Question

What is the density of \[C{{O}_{2}}\] at \[{{27}^{o}}C\] and 2.5 atm pressure?

Answer 1

Hint: Carbon dioxide is a gas. Gas laws are used to understand the behaviour of gases. Combining all the gas laws an equation is formulated, using which we can calculate the conditions and how the gas behaves in such conditions. The gas equation is PV=nRT, where P is the pressure, v is the volume, R is the universal gas constant, T is the temperature and n is the number of moles of the gas.

Complete step by step answer:
We know the ideal gas equation is \[PV=nRT\]
It can be also written as \[PM=dRT\]
Where, P is the pressure, M is the molar mass, d is the density, R is the universal gas constant and T is the temperature.

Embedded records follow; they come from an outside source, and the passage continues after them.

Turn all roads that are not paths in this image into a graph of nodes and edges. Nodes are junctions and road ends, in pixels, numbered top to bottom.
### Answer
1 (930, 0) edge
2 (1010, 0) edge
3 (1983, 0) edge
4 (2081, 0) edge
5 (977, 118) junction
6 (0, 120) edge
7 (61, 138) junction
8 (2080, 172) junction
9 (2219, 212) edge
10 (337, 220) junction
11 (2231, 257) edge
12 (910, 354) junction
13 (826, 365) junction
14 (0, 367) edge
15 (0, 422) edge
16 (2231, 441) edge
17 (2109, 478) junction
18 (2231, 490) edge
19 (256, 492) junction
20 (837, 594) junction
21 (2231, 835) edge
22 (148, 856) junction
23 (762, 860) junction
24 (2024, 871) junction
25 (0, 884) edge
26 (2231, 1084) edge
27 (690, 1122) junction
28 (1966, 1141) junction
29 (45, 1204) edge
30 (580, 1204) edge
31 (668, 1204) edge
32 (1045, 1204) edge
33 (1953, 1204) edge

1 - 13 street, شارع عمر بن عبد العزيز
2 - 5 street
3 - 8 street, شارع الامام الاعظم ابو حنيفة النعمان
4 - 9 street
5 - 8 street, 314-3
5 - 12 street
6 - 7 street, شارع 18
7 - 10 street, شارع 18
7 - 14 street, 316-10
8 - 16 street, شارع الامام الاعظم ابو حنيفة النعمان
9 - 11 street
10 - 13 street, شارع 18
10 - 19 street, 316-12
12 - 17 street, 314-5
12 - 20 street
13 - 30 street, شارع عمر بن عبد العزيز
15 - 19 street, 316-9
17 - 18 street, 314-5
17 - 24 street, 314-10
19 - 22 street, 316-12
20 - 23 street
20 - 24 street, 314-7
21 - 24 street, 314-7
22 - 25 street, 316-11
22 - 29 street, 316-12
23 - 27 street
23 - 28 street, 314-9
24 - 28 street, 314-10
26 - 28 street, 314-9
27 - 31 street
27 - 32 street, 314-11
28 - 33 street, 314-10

Here T=\[{{27}^{o}}C\] =27+273=300K
Molar mass of carbon dioxide = 44g/mol
P=2.5 atm
Therefore, substituting the values we get
\[2.5\times 44=d\times 0.0821\times 300\]
\[d=\dfrac{2.5\times 44}{0.082\times 300}=4.46g{{L}^{-1}}\]
Thus, the density of \[C{{O}_{2}}\] at \[{{27}^{o}}C\] and 2.5 atm pressure is \[4.46g{{L}^{-1}}\].

Additional Information:
-Ideal gas law describes the behaviour of an ideal gas. Actually ideal gas is a hypothetical gas whose behaviour can be explained by the ideal gas law and the kinetic molecular theory of gases. We know that standard temperature and pressure (STP) is at 298K and 1atm and standard volume is 1 mol of an ideal gas at STP is 22.4L. All empirical gas relationships are special cases of the ideal gas in which any two of the parameters, out of the four, is held constant. Ideal gas laws give values of the fourth quantity of the gas, by keeping any two parameters constant. It is also used to find the density of a gas if its molar mass is known and vice versa.

Note: Universal gas constant has other values based on its unit. When volume is involved we use the value $R = 0.0821Latm/mol$ , the same is used above. When energy is involved we use R = 8.314 $J/kmol$ or in calories its value is R = 1.986$C/Kmol$.